Oh, then it is not a big issue. I used to do it as well but when I talked with the PyO3 folks, they suggested me to use py.allow_threads since I would have to acquire gil anyway(for the function call in your case). So, as long as we can ensure that the app won't crash, it is not an issue.

sansyrox avatar Jul 28 '21 14:07 sansyrox

Here's an example of what my experiment in now pushing:

oha -n 100000 http://localhost:5000/static
Summary:
  Success rate: 1.0000
  Total:        1.3311 secs
  Slowest:      0.0129 secs
  Fastest:      0.0000 secs
  Average:      0.0007 secs
  Requests/sec: 75123.6686

  Total data:   585.94 KiB
  Size/request: 6 B
  Size/sec:     440.18 KiB

We're now near native rust performance, which is crazy basically a 2x perf boost over current native. Rust gave 90k/sec

JackThomson2 avatar Jul 28 '21 14:07 JackThomson2

@JackThomson2 , this is very crazy indeed. What kind of performance are you getting on a native actix server on your pc?

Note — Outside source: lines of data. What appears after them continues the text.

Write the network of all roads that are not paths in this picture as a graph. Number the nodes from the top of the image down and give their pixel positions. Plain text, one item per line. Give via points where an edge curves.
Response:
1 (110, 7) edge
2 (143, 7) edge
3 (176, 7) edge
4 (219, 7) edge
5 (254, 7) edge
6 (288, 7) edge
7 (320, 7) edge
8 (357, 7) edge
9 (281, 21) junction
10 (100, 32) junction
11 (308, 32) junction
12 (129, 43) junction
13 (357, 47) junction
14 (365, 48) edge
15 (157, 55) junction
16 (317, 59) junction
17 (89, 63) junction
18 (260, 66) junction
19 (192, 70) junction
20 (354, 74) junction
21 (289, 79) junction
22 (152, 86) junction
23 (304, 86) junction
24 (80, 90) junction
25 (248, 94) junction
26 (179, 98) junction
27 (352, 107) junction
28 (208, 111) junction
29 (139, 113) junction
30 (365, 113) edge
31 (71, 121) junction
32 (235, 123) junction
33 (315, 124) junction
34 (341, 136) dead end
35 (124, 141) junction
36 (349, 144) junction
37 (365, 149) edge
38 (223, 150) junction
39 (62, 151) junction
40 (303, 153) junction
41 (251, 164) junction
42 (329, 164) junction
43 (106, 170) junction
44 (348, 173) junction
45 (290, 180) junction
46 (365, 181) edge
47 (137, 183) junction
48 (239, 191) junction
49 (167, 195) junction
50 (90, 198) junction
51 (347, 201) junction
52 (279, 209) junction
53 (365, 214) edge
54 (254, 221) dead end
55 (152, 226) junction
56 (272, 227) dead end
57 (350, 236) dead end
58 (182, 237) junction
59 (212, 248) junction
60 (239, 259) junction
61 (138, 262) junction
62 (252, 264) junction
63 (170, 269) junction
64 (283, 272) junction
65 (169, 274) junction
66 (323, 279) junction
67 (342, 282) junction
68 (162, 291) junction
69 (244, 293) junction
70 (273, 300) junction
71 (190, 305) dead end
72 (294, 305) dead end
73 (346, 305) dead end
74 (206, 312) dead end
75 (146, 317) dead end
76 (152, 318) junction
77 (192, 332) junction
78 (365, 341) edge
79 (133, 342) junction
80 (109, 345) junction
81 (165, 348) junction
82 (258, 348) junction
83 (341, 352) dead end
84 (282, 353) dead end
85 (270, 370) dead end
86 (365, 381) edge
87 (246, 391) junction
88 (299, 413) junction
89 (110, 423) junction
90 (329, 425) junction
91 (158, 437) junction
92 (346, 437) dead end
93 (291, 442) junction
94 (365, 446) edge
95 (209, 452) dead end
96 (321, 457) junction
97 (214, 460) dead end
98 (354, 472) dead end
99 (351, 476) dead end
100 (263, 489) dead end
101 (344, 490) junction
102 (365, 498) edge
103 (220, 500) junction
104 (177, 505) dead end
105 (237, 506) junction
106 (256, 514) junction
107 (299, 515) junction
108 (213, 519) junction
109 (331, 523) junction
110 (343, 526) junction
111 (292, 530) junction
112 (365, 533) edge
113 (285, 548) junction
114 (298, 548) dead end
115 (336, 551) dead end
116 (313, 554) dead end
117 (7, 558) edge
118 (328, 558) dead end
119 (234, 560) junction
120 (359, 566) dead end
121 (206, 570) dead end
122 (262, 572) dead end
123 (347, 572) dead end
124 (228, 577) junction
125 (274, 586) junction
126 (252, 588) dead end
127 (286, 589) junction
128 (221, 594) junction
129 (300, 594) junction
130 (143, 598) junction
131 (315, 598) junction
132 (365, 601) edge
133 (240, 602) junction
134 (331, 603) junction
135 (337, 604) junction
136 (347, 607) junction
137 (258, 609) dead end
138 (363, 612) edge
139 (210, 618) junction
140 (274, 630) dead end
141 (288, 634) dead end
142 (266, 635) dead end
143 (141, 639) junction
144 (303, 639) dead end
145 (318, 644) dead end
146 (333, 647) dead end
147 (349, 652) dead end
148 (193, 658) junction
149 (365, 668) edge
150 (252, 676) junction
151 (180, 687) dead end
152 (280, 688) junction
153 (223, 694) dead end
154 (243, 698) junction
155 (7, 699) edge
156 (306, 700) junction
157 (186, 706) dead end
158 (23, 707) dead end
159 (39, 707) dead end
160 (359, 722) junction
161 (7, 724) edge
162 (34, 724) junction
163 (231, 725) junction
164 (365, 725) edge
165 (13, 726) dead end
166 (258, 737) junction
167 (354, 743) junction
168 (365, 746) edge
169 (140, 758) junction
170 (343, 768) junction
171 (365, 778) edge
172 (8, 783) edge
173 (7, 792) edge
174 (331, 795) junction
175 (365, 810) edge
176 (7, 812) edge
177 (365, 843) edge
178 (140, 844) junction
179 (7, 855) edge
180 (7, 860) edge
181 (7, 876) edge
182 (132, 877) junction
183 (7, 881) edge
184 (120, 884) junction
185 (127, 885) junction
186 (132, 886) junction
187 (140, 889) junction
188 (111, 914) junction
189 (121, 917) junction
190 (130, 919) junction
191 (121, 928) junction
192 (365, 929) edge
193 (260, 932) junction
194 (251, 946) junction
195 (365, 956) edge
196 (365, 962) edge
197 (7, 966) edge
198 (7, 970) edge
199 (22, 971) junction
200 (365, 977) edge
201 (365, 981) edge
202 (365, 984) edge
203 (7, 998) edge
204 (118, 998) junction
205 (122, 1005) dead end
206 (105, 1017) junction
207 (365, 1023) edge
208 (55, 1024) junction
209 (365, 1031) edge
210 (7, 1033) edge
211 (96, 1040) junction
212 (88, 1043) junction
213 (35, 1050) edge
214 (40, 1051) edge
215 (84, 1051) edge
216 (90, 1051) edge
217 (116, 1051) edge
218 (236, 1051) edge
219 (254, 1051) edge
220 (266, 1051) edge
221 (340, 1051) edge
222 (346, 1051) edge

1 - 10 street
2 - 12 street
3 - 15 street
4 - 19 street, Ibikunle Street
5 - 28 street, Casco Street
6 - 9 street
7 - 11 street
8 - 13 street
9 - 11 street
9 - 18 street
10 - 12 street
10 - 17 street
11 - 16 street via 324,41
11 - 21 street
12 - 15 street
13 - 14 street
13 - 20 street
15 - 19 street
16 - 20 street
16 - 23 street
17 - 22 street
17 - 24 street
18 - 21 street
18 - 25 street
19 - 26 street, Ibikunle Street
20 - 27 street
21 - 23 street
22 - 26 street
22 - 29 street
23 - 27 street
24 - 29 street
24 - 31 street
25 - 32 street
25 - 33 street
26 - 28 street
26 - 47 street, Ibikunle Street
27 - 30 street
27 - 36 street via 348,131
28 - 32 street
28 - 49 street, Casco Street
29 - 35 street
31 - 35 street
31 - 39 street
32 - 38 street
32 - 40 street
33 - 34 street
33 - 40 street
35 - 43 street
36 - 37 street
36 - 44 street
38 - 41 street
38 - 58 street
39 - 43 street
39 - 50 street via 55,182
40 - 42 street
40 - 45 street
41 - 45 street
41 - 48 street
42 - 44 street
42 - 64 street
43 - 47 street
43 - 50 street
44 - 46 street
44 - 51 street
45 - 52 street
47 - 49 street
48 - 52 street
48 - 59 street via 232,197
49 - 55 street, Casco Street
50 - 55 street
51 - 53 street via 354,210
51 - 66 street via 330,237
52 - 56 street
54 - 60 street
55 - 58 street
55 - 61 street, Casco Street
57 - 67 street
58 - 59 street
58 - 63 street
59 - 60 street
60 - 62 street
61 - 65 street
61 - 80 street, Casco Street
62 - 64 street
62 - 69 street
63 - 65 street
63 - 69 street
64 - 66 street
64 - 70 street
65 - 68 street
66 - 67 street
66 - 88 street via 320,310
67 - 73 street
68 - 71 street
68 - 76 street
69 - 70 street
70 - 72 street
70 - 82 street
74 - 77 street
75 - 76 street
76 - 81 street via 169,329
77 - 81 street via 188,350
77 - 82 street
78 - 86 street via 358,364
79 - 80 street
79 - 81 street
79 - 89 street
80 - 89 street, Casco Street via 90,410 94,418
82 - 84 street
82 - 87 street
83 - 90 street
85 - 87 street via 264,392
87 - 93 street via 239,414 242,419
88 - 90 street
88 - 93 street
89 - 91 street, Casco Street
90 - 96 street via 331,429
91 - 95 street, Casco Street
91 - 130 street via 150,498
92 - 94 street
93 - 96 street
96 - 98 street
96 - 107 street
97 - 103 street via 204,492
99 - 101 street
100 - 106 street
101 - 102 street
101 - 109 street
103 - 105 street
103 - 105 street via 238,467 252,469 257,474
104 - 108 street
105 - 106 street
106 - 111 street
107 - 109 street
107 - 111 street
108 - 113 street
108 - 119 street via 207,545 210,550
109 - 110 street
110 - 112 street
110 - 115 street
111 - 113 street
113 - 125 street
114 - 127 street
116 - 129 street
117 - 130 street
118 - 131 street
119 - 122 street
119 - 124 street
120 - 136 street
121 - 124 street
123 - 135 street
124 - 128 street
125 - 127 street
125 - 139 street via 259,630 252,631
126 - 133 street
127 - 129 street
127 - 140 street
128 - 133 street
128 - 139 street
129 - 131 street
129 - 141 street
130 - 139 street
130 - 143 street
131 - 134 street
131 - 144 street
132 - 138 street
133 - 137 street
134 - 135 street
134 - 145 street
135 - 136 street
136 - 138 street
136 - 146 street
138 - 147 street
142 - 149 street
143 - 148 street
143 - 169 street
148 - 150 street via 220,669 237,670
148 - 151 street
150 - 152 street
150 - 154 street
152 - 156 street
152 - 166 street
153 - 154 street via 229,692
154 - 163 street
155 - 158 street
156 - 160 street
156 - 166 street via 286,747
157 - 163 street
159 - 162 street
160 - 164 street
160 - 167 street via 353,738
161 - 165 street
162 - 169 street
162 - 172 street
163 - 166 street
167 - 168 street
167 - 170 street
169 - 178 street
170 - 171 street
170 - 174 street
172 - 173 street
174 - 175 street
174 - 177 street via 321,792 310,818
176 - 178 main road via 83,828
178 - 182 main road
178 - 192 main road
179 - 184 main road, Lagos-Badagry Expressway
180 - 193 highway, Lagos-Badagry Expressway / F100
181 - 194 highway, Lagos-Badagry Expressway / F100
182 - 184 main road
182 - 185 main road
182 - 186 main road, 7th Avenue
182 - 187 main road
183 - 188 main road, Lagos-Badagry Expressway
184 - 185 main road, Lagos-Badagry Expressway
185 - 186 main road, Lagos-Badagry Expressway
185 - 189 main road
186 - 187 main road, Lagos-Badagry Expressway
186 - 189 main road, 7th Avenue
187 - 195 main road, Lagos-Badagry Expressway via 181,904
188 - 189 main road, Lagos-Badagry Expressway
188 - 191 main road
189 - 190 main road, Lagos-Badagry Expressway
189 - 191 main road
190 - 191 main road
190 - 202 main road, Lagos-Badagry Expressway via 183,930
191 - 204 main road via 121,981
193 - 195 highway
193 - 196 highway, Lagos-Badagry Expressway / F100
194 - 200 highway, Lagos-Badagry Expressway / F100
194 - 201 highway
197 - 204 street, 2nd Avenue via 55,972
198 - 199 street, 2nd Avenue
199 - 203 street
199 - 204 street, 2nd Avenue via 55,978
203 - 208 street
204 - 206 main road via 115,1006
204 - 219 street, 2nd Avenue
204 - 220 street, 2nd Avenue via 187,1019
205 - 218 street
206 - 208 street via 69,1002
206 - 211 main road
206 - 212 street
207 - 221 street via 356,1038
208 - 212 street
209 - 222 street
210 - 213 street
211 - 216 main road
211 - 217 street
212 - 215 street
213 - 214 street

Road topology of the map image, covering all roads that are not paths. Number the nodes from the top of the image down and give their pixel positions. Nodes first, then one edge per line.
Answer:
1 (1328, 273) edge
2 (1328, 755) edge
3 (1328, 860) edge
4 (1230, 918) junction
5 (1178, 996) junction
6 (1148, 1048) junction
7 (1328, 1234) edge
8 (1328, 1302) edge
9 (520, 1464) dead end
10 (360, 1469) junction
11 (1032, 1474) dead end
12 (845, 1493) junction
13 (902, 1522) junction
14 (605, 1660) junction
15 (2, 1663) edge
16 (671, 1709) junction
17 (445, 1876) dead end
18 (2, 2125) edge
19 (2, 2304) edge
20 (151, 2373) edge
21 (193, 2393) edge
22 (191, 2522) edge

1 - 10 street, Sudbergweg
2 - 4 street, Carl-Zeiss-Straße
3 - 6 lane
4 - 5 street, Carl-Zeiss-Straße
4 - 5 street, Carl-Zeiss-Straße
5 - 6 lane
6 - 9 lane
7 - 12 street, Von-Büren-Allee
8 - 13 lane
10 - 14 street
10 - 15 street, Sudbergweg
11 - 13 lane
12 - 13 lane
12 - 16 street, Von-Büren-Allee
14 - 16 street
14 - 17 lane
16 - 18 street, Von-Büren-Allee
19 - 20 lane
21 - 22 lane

sansyrox avatar Jul 28 '21 17:07 sansyrox

Also, I think if we use the CatchAll method as mentioned in the PyO3 docs we can remove the need to wrap the text responses in the text function.

@JackThomson2 , did you take a look at this?

sansyrox avatar Aug 02 '21 11:08 sansyrox

Hi yes, sorry I've been a bit busy. But yes I managed to get that to work, but it took a performance penalty. I was just trying to figure a way to remove that overhead

JackThomson2 avatar Aug 03 '21 10:08 JackThomson2

Hi @JackThomson2 👋 . Did you get a chance to look at this PR?

sansyrox avatar Aug 17 '21 03:08 sansyrox

Eight months ago:

Hi @JackThomson2 wave . Did you get a chance to look at this PR?

Does we can close this merge request, please do.